(Records for this task begins)

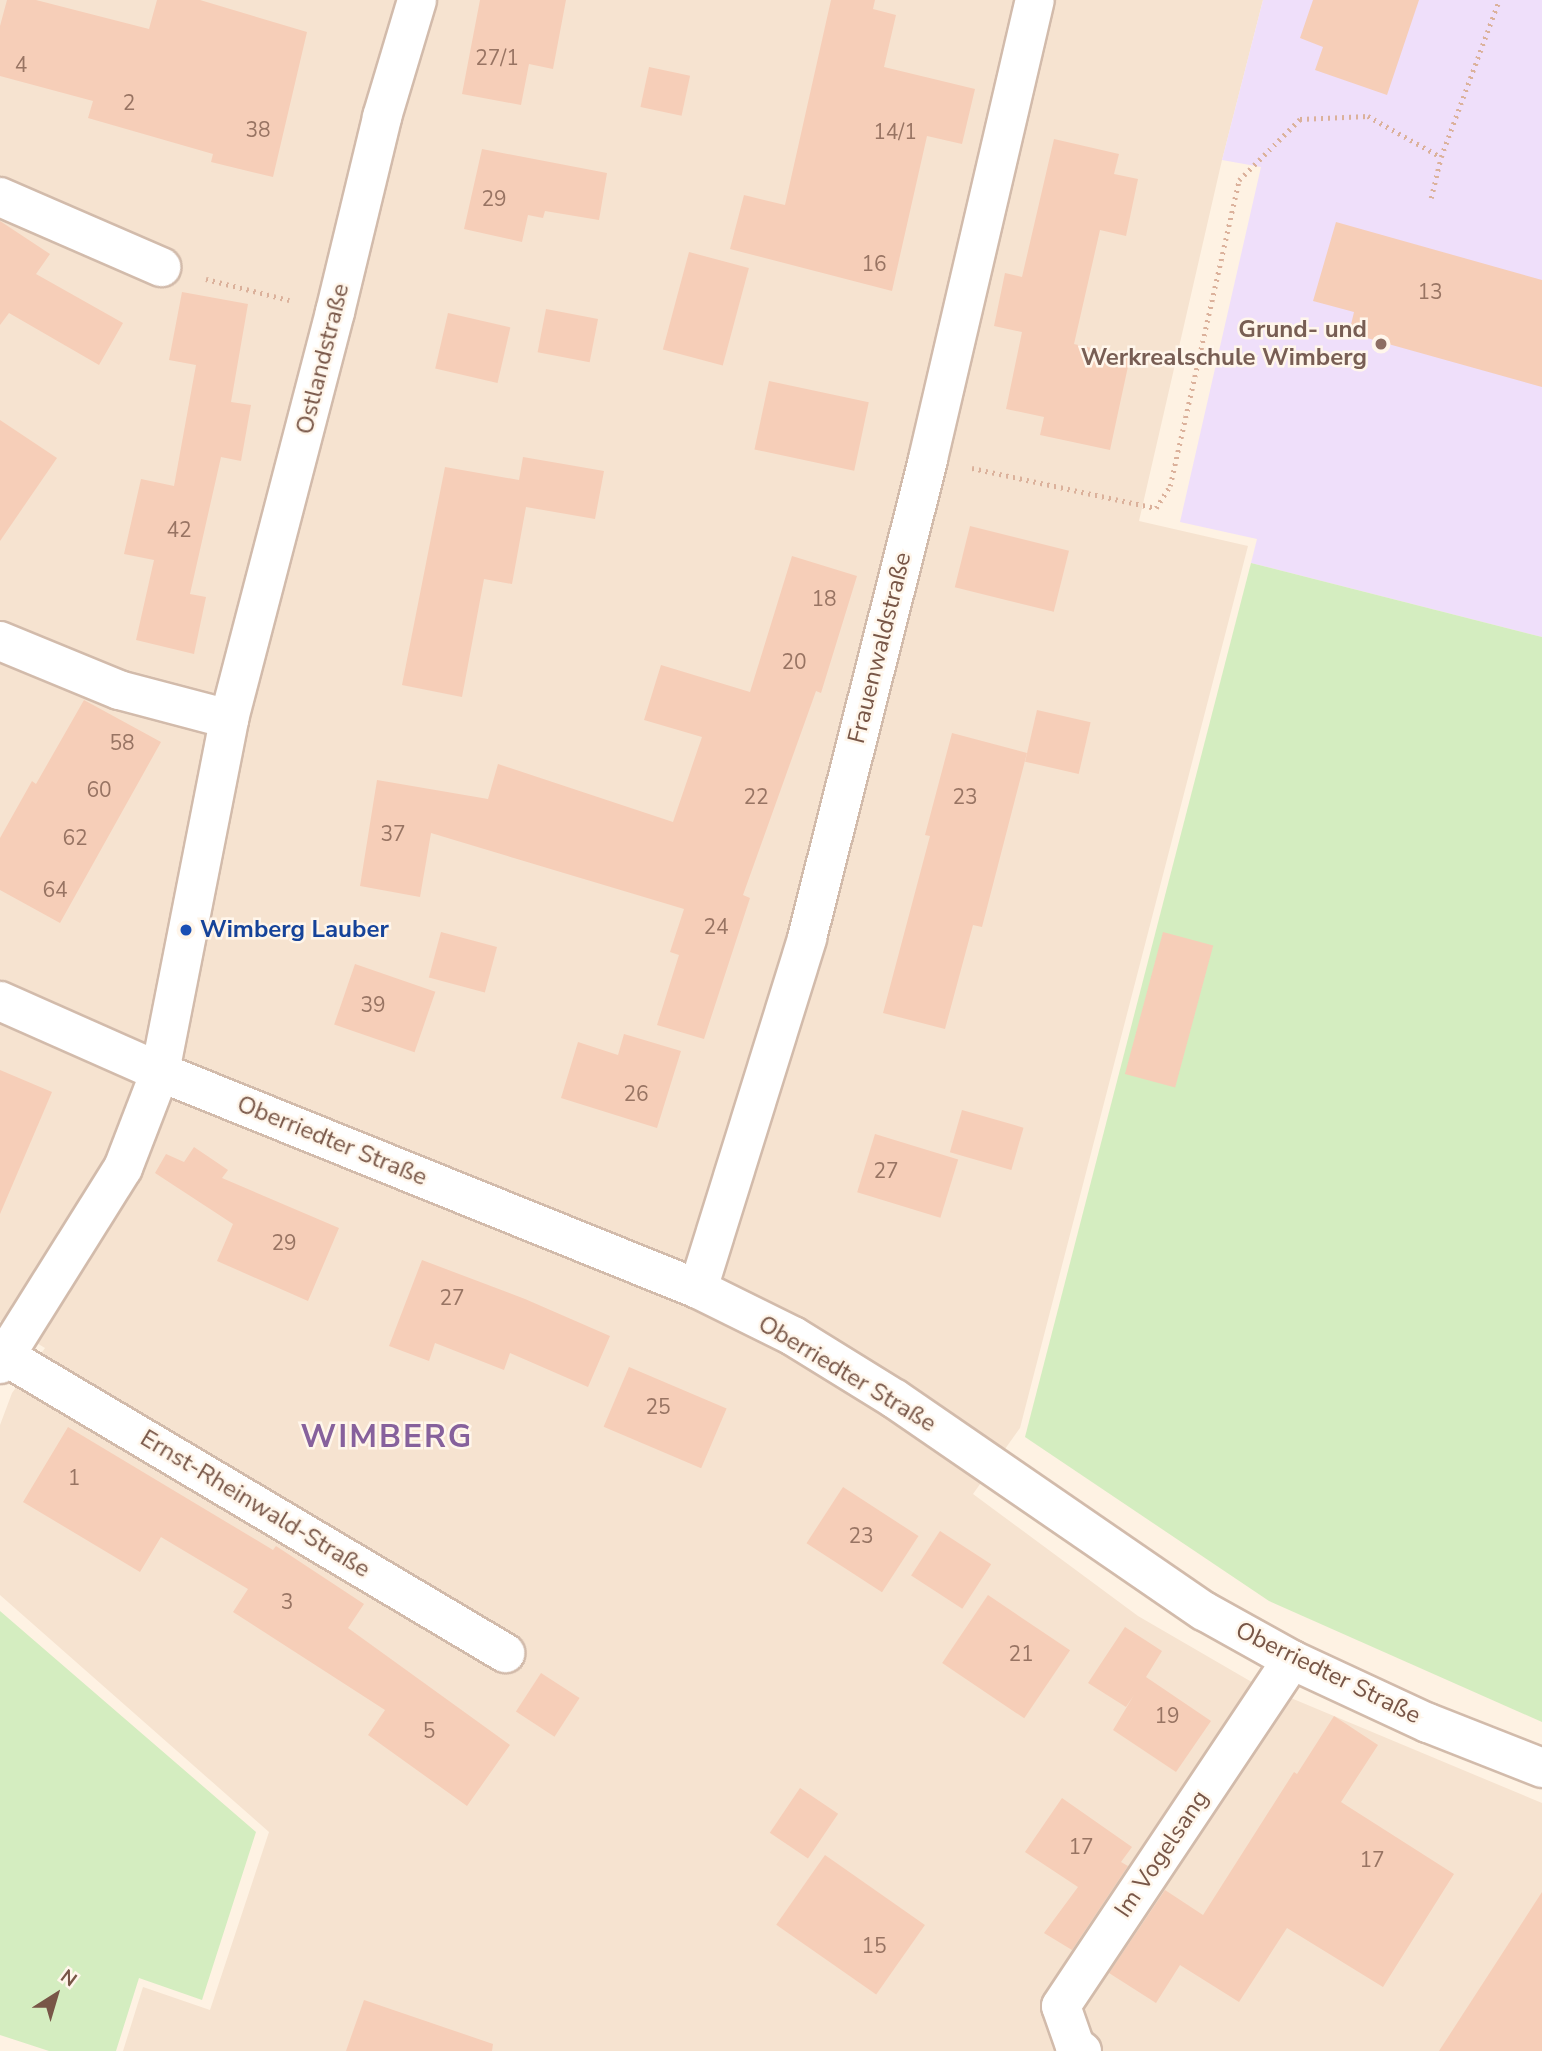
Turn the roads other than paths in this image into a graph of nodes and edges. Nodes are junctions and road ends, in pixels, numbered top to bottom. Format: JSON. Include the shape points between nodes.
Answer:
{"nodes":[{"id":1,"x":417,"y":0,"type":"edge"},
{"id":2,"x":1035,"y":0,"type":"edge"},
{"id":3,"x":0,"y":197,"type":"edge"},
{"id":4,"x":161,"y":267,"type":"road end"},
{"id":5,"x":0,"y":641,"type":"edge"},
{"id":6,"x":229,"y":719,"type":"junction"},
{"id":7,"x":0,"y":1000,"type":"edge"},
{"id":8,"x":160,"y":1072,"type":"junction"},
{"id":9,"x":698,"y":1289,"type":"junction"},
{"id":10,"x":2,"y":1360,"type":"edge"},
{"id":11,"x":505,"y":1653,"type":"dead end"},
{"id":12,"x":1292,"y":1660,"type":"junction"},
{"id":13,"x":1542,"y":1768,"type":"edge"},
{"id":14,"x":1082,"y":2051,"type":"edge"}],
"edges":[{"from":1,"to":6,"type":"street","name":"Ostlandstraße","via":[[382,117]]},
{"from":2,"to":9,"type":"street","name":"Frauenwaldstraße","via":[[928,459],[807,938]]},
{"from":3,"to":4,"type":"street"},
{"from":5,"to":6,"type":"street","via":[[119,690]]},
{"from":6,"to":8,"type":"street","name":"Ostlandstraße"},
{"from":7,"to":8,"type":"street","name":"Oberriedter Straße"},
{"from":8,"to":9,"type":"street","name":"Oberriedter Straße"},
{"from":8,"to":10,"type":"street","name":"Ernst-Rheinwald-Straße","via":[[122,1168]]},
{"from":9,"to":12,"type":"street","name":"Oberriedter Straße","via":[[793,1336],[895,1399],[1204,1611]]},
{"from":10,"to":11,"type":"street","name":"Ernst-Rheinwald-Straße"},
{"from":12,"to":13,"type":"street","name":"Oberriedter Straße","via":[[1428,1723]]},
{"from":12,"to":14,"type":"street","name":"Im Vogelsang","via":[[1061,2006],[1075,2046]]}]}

(Records for this task ends)
(Records for this task begins)

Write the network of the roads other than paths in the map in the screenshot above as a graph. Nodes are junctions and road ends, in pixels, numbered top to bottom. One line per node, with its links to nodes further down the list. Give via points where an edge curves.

(Records for this task ends)

### Exercise
Filter the entries down to the lines holding the string "bottom". Copy each of those lines.

### Your solution
Turn the roads other than paths in this image into a graph of nodes and edges. Nodes are junctions and road ends, in pixels, numbered top to bottom. Format: JSON. Include the shape points between nodes.
Write the network of the roads other than paths in the map in the screenshot above as a graph. Nodes are junctions and road ends, in pixels, numbered top to bottom. One line per node, with its links to nodes further down the list. Give via points where an edge curves.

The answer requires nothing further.